- **Exercise brief**: Check every line below for the string "above". Copy the ones that have it.

*** The data ***

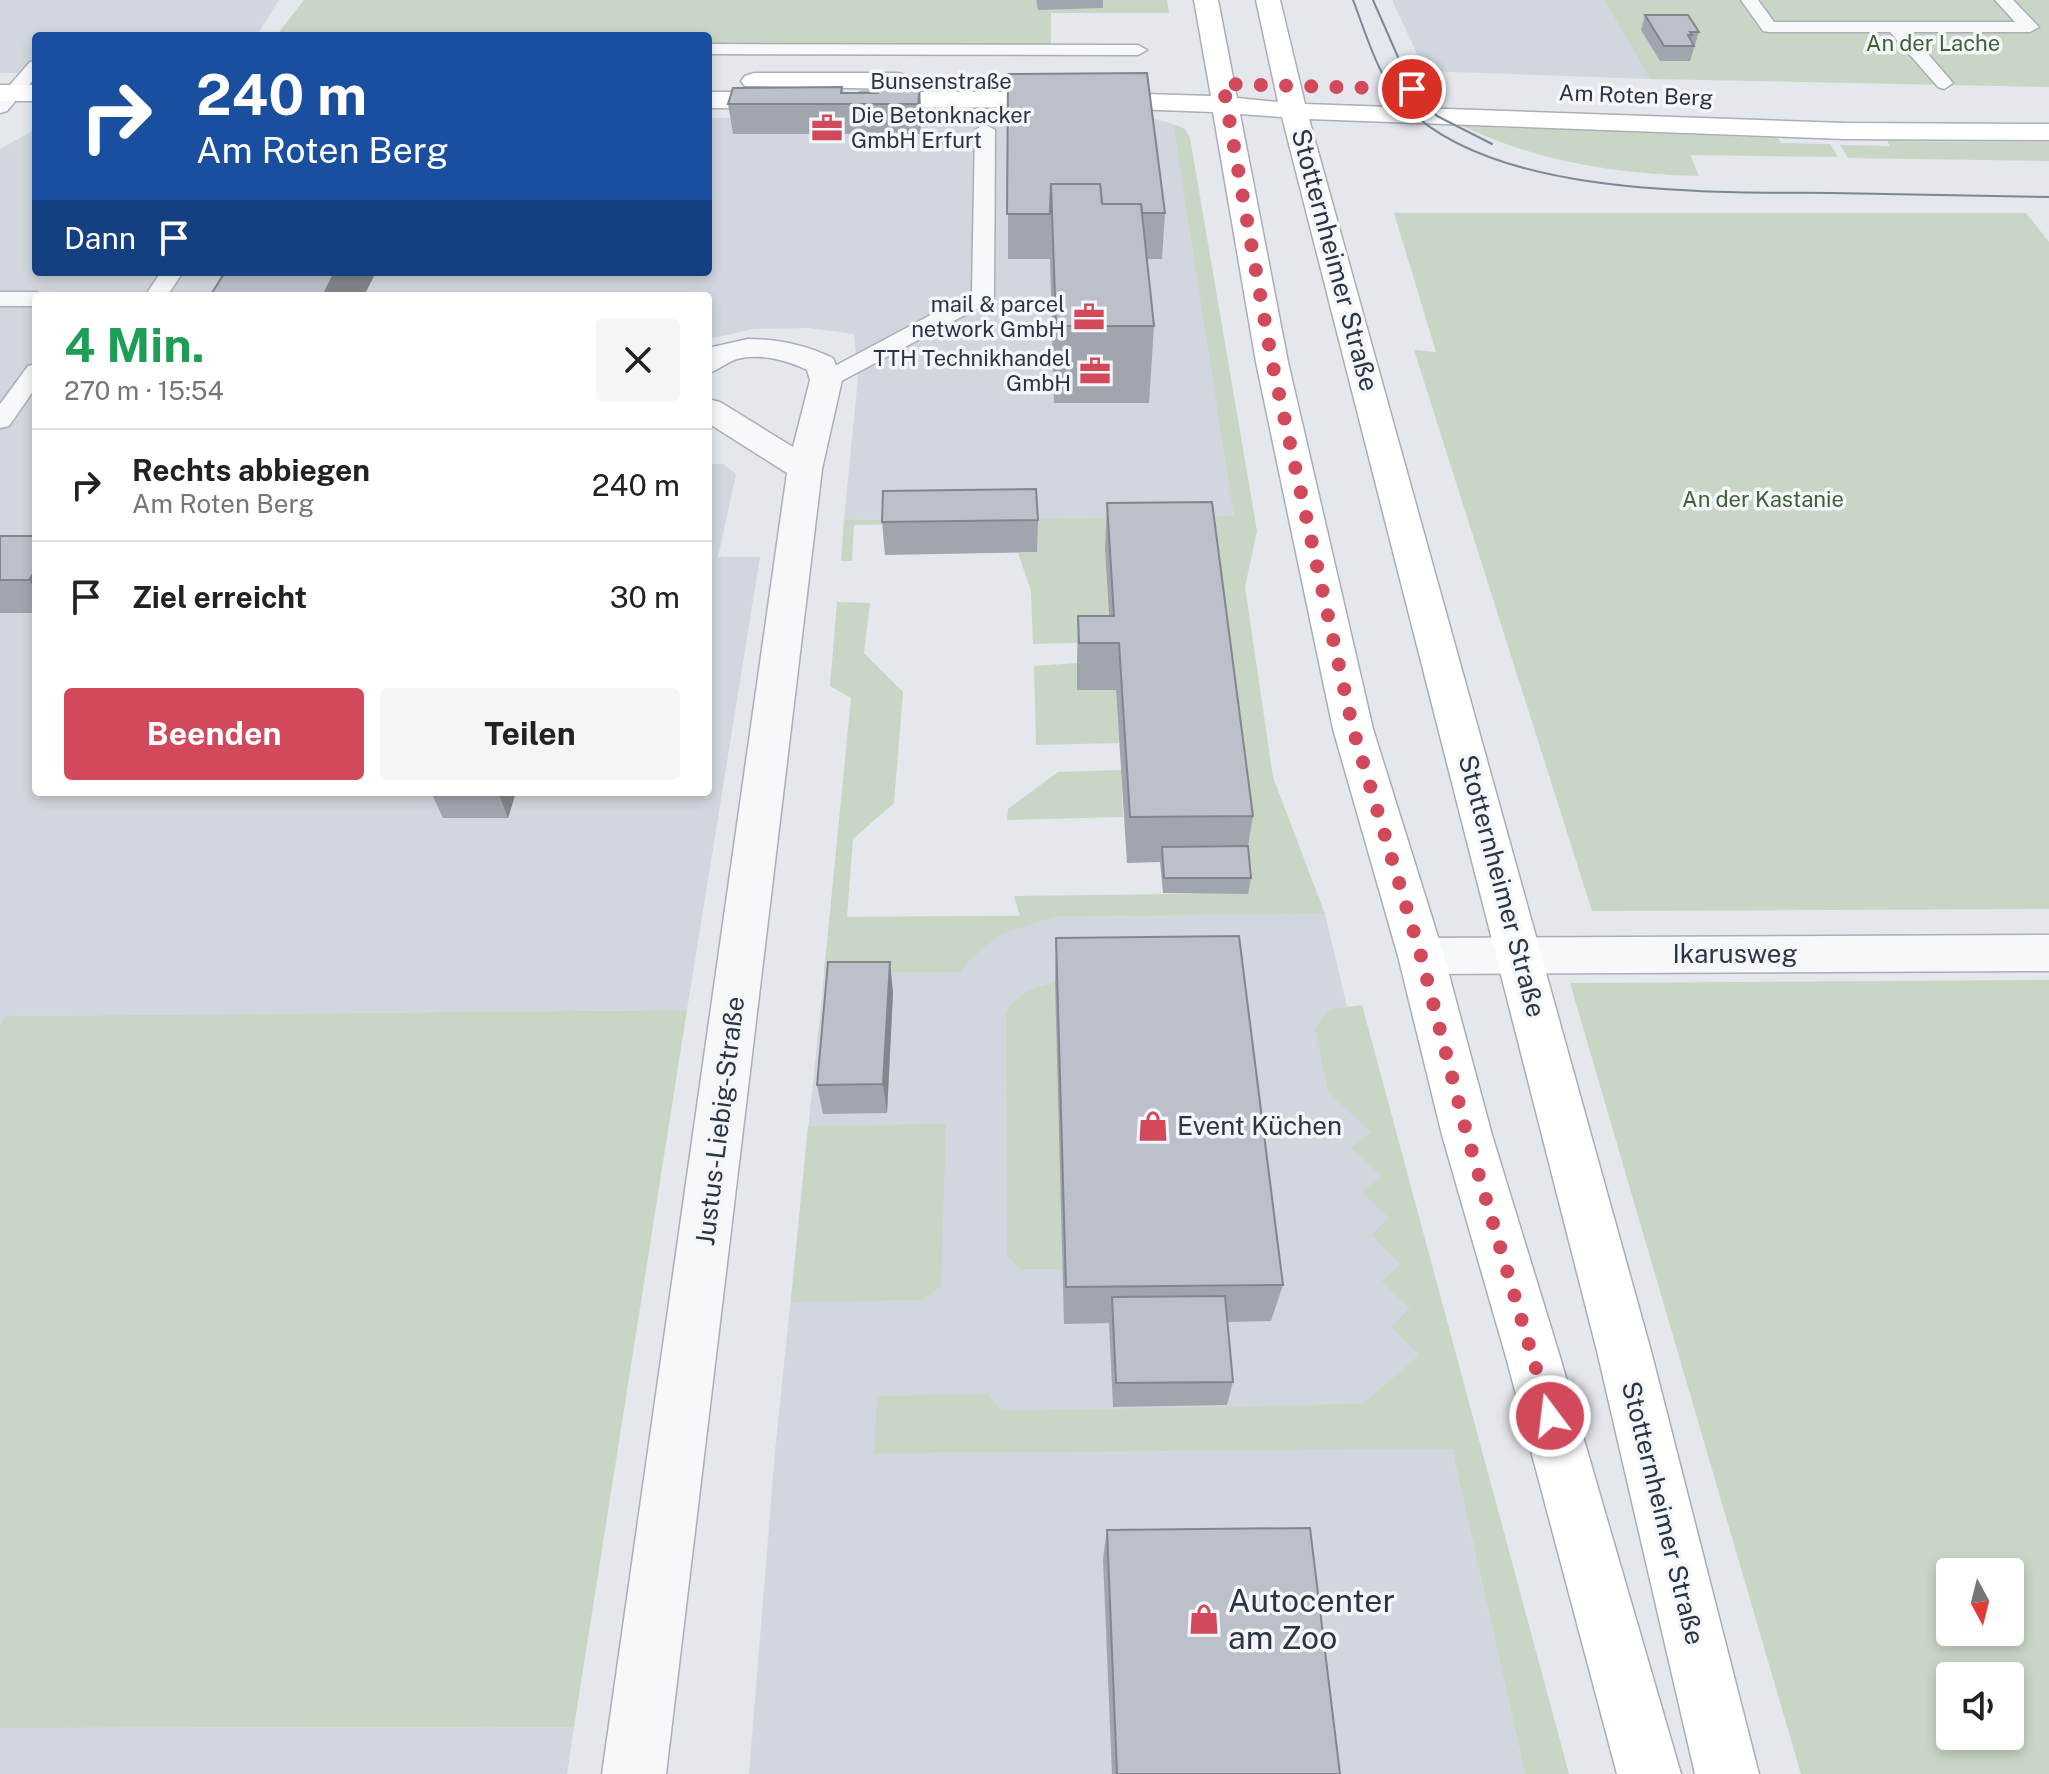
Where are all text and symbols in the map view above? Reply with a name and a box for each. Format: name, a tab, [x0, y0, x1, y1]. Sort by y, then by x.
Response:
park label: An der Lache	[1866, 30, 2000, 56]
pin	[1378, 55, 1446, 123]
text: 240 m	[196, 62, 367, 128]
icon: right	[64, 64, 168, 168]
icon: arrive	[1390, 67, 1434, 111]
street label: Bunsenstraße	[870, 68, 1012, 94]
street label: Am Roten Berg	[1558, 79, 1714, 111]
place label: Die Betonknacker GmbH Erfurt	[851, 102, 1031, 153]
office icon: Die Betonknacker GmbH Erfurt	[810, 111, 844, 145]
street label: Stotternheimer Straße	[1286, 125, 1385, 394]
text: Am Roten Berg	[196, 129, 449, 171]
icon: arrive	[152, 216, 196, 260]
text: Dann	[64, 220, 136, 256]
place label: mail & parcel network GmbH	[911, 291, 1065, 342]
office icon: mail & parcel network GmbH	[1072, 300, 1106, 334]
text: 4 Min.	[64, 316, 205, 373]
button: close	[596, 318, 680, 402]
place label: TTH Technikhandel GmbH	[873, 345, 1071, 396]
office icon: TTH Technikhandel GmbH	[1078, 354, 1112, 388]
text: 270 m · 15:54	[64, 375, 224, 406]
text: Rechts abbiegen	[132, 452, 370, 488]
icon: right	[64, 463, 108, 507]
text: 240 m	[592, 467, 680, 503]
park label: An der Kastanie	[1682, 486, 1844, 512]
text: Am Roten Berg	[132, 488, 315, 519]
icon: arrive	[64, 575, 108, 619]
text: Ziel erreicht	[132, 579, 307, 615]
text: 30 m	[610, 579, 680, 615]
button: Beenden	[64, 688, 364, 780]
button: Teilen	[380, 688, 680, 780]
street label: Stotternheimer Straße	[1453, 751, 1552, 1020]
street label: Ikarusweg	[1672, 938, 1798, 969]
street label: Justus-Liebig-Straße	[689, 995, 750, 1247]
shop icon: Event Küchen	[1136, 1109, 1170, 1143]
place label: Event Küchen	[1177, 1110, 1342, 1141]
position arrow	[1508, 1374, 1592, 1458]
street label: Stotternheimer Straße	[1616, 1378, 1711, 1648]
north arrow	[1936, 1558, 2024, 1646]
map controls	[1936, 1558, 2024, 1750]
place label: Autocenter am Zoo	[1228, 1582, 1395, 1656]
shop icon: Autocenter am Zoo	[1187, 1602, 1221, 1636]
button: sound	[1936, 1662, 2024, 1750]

*** End of The data ***
*** The data ***

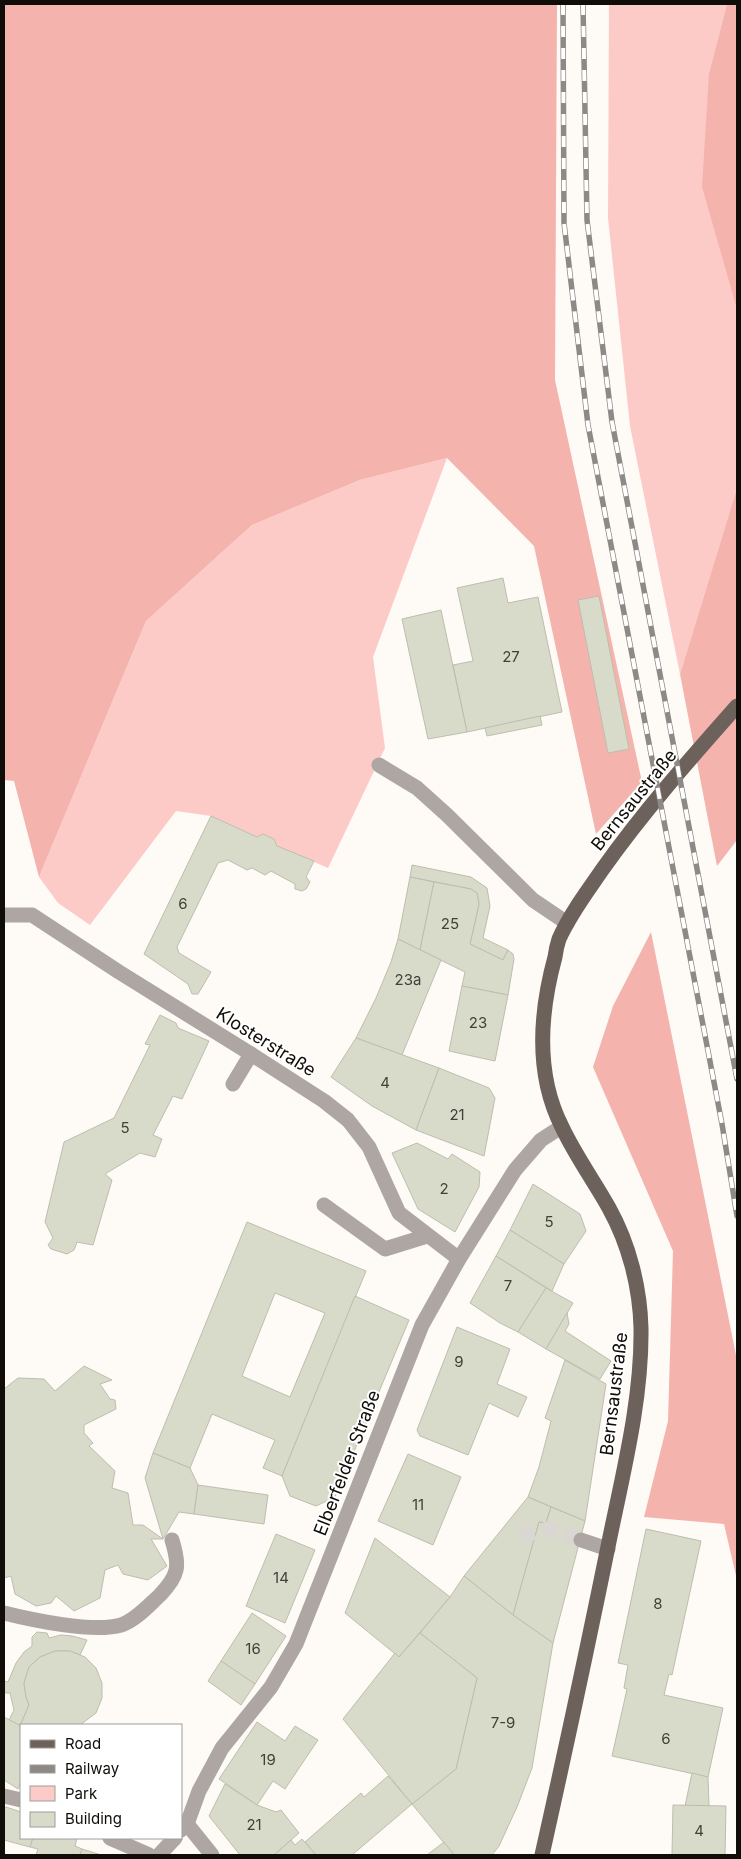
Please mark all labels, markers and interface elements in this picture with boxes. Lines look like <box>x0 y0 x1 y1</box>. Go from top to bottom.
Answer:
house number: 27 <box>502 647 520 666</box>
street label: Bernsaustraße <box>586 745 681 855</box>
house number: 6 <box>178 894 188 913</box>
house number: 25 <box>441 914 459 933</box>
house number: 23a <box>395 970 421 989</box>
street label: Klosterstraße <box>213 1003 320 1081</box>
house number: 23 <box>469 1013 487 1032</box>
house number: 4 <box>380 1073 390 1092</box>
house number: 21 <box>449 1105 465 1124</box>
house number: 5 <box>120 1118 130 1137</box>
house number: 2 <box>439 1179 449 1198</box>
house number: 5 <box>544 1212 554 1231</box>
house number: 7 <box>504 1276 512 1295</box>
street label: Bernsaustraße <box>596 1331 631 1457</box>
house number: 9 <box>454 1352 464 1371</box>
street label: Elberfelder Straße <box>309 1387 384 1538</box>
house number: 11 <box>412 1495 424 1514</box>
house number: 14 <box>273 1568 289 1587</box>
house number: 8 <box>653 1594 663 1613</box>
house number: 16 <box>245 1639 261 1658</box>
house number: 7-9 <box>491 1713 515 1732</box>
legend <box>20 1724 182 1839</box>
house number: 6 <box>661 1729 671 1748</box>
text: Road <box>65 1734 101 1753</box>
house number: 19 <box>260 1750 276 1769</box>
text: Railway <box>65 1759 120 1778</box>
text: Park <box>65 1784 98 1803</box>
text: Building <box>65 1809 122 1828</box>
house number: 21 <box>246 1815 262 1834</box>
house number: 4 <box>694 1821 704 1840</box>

*** End of The data ***
*** The data ***

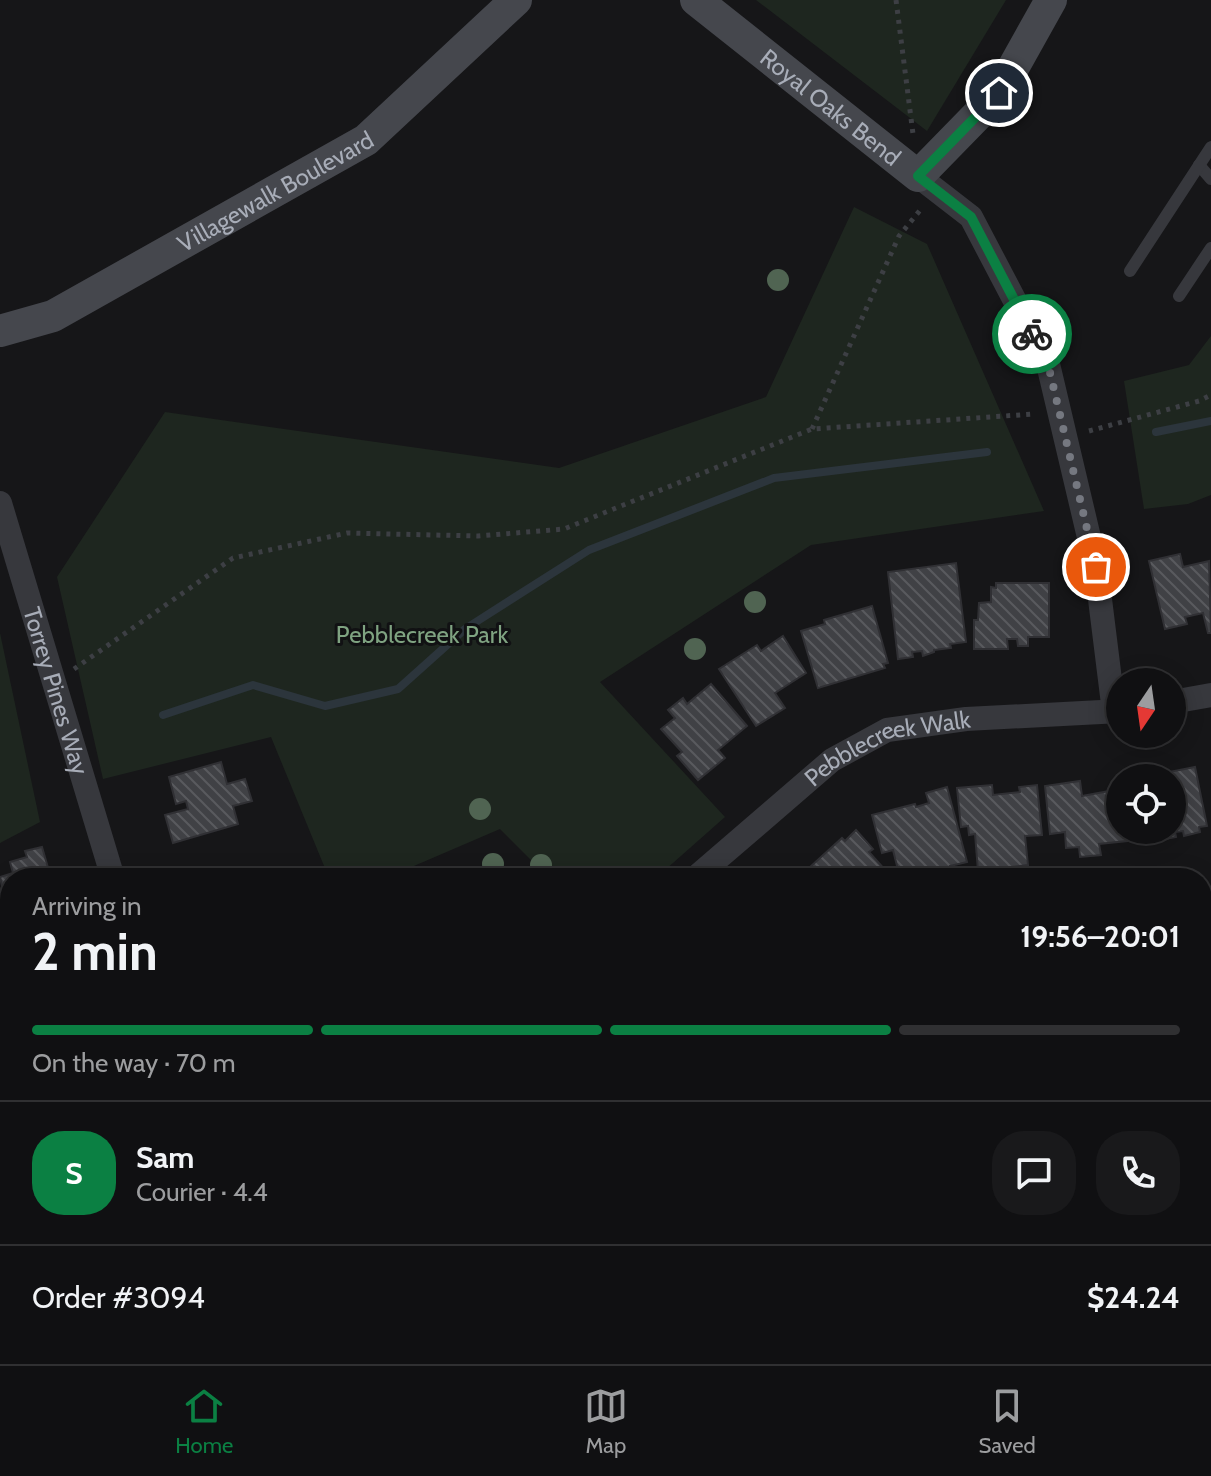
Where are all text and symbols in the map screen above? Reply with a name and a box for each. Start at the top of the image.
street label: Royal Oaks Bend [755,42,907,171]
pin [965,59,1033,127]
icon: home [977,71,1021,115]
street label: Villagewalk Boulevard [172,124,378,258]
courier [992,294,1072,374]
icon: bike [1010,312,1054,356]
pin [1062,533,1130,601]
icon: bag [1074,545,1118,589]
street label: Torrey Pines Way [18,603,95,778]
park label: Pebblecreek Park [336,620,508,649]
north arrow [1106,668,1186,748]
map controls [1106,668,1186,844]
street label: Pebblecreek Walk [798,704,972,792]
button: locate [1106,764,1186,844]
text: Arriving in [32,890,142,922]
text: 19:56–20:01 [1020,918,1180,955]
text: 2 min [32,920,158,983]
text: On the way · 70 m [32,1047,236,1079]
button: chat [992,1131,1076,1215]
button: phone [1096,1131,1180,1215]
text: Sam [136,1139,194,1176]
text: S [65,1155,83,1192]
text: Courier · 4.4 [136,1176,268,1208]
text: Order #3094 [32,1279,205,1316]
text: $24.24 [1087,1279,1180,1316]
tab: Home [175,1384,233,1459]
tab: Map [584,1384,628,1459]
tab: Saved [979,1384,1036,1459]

*** End of The data ***

- **Final answer**:
Where are all text and symbols in the map view above? Reply with a name and a box for each. Format: name, a tab, [x0, y0, x1, y1]. Sort by y, then by x.
Where are all text and symbols in the map screen above? Reply with a name and a box for each. Start at the top of the image.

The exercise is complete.